Неверовский чуть нахмурился, словно раздосадованный тем, что примеры его путешествий несли мрачноватый оттенок. Но как объяснить человеку, который никогда этого не видел, как невероятно красивы тропические острова, как алеет горизонт после ночного шторма, когда час назад казалось, что утро никогда не наступит, как танцуют маленькие африканцы в Кейптауне, как важно несут китайского мандарина в специальных носилках, а он поглядывает на человеческое море голов со скучающим выражением лица. Такие вещи нужно видеть.
- А потом была война. Я вернулся на русский флот, поучаствовал в Наварнском сражении. Непросто там было. - Владимир снова запнулся. Это в салонах хороши гравюры на которых красавцы корабли укутываются в облака порохового дыма и все выглядит чистым и возвышенным. А на самом деле возле фальшбортов стоят ведра с песком, чтобы посыпать им скользкую от крови и человеческих внутренностей палубу.
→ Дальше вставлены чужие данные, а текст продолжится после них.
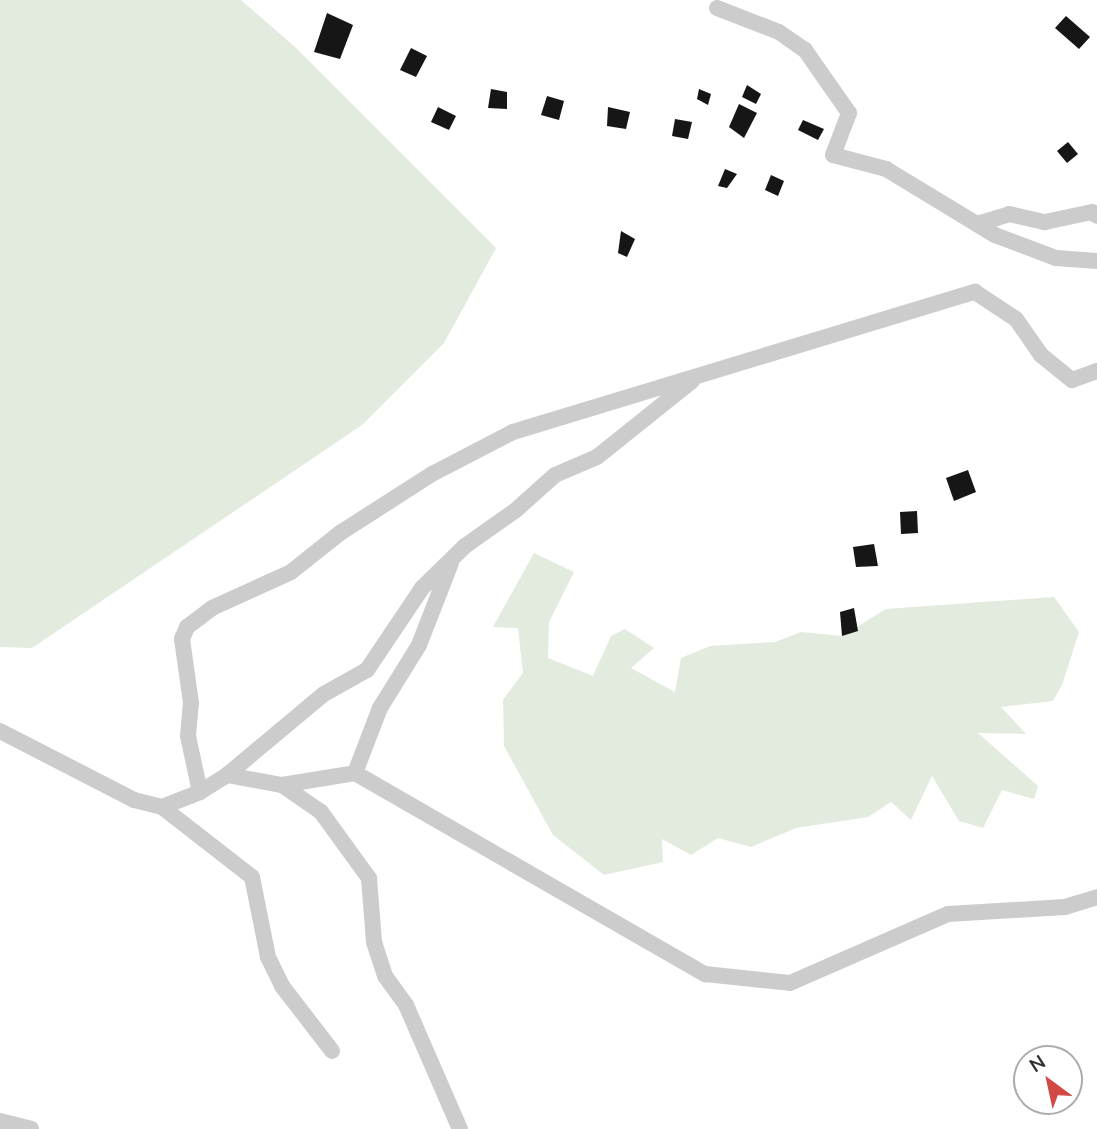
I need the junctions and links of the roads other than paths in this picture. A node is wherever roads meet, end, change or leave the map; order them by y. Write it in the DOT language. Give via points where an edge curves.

А на самом деле когда падающей мачтой придавливает обслугу погонного орудия и часть из них еще жива и смотрит на тебя снизу вверх, не в состоянии даже кричать. А на самом деле залп картечи сносит абордажную команду так, что стальные шарики пробившие тела матросов и солдат в сотнях мест потом катаются по палубе и скапливаются в углах странным кровавым ковром, на который если наступишь, то совершенно точно упадешь. И это тоже совершенно необязательно знать молодой девочке, особенно на королевском балу. Вообще Владимир неожиданно поймал себя на мысли, что вся его жизнь и все его воспоминания очень слабо подходят к легким светским разговорам.
- А потом еще война, турецкая. Я был на Черном море. Потом снова плавал на Тихий океан, но на этот раз к Аляске. Про войну не рассказывают, Элен. Ваш брат вернется с Кавказа и тоже не будет рассказывать. Или будет, но какие-нибудь смешные и неважные глупости. Он никогда не расскажет вам как там было на самом деле. Потому, что про войну не рассказывают. - Владимир виновато посмотрел на Элен. Интересно, слушала бы она его рассказы, представься своим собственным именем?